DATA

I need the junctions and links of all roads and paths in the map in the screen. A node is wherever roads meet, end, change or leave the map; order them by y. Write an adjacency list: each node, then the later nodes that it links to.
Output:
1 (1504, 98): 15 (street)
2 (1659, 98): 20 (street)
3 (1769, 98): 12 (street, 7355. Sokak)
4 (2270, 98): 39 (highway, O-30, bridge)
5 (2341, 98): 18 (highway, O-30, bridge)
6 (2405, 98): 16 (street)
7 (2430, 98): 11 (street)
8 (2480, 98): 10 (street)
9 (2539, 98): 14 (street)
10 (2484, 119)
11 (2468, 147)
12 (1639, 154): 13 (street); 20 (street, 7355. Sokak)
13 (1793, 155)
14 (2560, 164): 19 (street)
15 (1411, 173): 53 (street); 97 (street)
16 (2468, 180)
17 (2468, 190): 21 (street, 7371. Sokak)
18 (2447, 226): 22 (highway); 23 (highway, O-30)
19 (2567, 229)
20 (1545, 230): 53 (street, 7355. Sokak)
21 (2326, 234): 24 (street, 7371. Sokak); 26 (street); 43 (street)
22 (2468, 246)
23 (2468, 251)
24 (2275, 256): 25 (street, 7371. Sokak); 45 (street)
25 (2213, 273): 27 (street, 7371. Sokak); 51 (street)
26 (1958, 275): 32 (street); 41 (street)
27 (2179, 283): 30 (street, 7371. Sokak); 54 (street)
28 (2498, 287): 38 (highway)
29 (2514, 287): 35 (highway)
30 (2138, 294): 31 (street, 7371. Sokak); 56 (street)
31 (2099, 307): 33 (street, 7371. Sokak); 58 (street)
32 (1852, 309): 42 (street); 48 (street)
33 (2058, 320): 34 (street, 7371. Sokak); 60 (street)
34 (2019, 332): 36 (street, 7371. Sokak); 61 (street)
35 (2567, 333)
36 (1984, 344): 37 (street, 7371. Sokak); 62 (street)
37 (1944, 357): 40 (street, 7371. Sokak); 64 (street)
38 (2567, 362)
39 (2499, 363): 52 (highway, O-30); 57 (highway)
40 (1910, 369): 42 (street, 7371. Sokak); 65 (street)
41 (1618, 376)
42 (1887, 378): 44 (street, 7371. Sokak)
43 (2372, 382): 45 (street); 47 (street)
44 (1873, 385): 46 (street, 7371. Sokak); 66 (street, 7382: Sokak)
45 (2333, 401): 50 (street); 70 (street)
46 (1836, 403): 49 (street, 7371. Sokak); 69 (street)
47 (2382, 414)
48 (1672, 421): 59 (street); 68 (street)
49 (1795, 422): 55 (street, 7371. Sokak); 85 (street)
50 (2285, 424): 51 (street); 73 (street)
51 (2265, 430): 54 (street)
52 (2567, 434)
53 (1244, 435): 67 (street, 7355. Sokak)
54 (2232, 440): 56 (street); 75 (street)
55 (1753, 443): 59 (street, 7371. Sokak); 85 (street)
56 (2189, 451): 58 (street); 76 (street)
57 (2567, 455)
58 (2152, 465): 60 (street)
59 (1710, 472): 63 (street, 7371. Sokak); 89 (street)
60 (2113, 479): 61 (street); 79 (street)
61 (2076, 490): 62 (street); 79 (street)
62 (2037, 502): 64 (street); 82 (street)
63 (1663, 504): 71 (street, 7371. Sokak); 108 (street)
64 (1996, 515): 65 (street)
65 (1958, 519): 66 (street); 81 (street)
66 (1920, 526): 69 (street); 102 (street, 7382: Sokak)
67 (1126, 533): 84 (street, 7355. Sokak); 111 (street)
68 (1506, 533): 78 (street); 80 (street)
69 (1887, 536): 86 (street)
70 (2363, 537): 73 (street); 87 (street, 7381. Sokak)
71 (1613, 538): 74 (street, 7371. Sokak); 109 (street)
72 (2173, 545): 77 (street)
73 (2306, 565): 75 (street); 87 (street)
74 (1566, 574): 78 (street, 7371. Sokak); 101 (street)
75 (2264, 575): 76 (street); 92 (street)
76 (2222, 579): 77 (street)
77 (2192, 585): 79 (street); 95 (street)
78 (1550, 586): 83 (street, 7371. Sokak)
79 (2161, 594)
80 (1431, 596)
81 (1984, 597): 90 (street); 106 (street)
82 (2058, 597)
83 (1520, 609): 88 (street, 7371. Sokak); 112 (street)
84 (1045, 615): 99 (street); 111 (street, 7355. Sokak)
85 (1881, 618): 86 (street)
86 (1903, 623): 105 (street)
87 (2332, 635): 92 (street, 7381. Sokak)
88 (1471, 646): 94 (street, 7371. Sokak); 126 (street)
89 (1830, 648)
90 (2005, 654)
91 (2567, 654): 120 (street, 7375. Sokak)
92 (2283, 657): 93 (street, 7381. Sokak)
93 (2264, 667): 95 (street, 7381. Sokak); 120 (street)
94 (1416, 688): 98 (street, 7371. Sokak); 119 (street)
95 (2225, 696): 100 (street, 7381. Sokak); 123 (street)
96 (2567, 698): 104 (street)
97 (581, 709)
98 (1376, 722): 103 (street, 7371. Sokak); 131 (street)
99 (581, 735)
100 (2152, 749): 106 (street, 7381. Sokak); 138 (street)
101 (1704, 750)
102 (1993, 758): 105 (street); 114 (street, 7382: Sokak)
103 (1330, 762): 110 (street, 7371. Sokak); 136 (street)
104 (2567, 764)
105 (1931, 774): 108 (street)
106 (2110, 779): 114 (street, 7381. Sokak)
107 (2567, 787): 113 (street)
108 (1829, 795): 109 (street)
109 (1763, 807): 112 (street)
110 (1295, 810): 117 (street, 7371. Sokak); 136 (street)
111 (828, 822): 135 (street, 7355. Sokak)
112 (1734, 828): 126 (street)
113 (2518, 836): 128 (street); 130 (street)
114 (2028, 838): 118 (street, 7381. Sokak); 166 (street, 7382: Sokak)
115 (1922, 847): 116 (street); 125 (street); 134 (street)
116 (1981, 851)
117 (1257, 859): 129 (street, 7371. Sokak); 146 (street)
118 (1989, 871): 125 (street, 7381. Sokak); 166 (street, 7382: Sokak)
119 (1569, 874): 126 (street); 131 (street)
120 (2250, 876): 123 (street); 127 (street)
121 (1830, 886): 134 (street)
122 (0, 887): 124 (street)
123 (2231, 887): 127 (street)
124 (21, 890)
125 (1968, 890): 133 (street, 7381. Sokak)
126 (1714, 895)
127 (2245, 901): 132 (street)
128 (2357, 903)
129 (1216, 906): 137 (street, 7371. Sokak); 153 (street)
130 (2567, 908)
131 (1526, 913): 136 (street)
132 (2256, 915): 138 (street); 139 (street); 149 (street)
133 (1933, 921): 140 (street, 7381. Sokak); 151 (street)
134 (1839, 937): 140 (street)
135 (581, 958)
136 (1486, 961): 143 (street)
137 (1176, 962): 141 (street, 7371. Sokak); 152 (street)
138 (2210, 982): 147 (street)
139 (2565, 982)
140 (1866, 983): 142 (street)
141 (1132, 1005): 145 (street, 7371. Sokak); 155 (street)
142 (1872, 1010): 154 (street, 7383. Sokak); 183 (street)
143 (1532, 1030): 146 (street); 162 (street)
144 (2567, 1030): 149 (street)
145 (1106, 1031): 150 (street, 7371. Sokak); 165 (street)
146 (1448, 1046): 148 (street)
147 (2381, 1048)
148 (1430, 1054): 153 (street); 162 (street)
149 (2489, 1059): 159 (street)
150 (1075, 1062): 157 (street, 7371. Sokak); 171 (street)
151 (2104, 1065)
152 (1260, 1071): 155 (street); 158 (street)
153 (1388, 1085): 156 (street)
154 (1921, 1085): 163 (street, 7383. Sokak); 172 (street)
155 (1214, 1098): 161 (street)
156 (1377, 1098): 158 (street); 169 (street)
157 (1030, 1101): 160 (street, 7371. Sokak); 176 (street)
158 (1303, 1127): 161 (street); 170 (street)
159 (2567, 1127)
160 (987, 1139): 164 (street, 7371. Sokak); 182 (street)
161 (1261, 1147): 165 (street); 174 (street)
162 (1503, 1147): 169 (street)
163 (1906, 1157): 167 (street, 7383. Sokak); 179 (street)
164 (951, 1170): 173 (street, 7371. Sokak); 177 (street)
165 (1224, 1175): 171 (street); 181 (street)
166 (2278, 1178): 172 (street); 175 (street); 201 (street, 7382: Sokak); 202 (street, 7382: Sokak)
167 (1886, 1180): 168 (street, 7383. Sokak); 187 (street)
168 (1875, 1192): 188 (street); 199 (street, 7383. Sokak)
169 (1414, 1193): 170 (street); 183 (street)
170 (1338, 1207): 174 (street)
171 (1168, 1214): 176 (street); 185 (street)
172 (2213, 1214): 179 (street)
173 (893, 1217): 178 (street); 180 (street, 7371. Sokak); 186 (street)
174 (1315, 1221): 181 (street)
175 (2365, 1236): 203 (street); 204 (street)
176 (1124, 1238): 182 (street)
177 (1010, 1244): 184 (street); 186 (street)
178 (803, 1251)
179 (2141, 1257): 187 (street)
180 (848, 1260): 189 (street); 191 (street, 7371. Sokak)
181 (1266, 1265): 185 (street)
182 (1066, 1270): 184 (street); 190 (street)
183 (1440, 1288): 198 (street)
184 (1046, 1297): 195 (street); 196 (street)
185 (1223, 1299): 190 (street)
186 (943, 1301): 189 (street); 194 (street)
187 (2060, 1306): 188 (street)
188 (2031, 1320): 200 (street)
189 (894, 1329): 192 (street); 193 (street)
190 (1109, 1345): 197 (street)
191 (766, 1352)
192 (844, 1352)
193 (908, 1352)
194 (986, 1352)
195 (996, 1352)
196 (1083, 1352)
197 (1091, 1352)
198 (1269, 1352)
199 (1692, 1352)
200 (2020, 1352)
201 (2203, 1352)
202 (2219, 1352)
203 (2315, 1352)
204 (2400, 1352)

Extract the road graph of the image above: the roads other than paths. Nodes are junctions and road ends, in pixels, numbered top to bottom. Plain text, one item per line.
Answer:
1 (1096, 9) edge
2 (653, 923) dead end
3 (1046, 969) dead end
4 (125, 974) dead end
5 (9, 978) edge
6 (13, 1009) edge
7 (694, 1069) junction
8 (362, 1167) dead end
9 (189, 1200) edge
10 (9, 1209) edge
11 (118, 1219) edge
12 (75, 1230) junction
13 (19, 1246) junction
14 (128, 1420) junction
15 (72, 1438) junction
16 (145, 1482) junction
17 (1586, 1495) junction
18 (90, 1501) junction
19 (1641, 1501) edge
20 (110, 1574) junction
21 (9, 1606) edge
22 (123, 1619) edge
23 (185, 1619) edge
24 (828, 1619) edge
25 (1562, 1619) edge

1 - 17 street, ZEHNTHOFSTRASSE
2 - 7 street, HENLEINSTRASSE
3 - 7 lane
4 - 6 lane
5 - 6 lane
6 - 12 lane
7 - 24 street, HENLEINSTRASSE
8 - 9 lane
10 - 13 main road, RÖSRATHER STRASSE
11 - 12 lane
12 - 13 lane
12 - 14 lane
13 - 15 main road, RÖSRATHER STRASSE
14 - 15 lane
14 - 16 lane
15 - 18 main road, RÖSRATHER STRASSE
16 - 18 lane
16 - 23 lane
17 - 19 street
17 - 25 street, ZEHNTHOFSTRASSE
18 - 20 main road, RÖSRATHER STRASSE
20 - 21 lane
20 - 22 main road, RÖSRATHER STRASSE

WHAT YOU WILL DO
Review the entries above and return every line where "RÖSRATHER" appears.

WORKED SOLUTION
10 - 13 main road, RÖSRATHER STRASSE
13 - 15 main road, RÖSRATHER STRASSE
15 - 18 main road, RÖSRATHER STRASSE
18 - 20 main road, RÖSRATHER STRASSE
20 - 22 main road, RÖSRATHER STRASSE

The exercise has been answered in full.